● **What you are asked to do**: How many lines in the listing contain the word "PERJUANGAN"? Reply with the number alone.

● **Extracted information**:
=======
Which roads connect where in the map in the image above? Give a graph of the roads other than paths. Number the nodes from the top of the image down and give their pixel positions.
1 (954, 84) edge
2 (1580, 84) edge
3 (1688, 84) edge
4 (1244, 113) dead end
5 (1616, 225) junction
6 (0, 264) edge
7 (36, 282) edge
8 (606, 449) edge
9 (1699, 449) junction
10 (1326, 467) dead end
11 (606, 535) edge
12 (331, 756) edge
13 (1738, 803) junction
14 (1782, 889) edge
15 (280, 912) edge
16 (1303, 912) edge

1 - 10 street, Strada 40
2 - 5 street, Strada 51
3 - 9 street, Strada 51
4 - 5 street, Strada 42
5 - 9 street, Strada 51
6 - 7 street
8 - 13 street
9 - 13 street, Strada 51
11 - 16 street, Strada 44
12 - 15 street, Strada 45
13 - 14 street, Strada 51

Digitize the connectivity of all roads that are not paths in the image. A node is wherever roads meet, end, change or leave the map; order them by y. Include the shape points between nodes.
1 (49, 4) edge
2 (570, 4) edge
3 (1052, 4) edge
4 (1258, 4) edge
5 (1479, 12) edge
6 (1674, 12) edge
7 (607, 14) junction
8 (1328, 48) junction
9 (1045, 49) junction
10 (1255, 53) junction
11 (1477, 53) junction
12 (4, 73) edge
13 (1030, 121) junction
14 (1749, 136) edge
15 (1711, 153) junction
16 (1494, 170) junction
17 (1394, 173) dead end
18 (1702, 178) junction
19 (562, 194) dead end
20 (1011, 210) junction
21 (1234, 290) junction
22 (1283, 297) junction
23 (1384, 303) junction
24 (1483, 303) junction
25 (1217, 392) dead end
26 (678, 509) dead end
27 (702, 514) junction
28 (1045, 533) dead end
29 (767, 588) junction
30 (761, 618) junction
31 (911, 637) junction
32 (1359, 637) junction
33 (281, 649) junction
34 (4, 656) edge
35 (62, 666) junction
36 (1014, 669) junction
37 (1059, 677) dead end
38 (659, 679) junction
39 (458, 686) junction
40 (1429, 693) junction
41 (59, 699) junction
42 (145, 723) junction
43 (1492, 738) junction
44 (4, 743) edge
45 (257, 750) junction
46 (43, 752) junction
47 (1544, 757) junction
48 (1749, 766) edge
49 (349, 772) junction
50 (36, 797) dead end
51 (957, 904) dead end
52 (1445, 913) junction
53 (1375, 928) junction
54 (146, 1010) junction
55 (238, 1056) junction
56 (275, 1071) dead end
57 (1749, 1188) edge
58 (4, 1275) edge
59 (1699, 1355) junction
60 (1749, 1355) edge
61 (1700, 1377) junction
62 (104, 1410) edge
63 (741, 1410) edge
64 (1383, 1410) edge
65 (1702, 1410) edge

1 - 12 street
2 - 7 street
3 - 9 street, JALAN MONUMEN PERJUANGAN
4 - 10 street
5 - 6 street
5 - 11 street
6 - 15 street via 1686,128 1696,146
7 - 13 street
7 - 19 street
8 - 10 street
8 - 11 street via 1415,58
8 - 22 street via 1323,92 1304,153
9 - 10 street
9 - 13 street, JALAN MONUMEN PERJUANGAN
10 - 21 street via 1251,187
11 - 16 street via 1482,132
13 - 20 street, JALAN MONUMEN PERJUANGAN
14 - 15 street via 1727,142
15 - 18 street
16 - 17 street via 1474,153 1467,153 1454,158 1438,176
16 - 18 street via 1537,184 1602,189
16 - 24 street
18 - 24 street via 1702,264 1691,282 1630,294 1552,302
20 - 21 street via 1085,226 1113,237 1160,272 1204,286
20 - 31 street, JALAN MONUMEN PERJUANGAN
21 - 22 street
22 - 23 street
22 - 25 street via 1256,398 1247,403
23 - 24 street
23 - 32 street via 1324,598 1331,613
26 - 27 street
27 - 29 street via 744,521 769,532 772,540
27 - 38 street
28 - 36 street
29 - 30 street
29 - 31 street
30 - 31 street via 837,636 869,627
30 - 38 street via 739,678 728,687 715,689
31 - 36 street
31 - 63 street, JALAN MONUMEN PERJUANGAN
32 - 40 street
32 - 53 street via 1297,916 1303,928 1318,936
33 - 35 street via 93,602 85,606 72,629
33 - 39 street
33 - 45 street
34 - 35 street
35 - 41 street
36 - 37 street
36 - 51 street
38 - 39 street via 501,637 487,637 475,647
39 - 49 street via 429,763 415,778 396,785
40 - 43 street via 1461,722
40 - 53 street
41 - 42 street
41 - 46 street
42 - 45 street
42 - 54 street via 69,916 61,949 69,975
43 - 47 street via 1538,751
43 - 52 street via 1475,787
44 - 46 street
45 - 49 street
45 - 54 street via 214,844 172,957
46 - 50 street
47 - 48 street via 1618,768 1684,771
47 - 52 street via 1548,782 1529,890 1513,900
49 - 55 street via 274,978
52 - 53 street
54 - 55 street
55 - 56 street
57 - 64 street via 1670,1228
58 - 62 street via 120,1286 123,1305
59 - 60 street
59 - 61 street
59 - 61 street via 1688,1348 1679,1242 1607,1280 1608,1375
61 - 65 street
=======
● **Output**: 5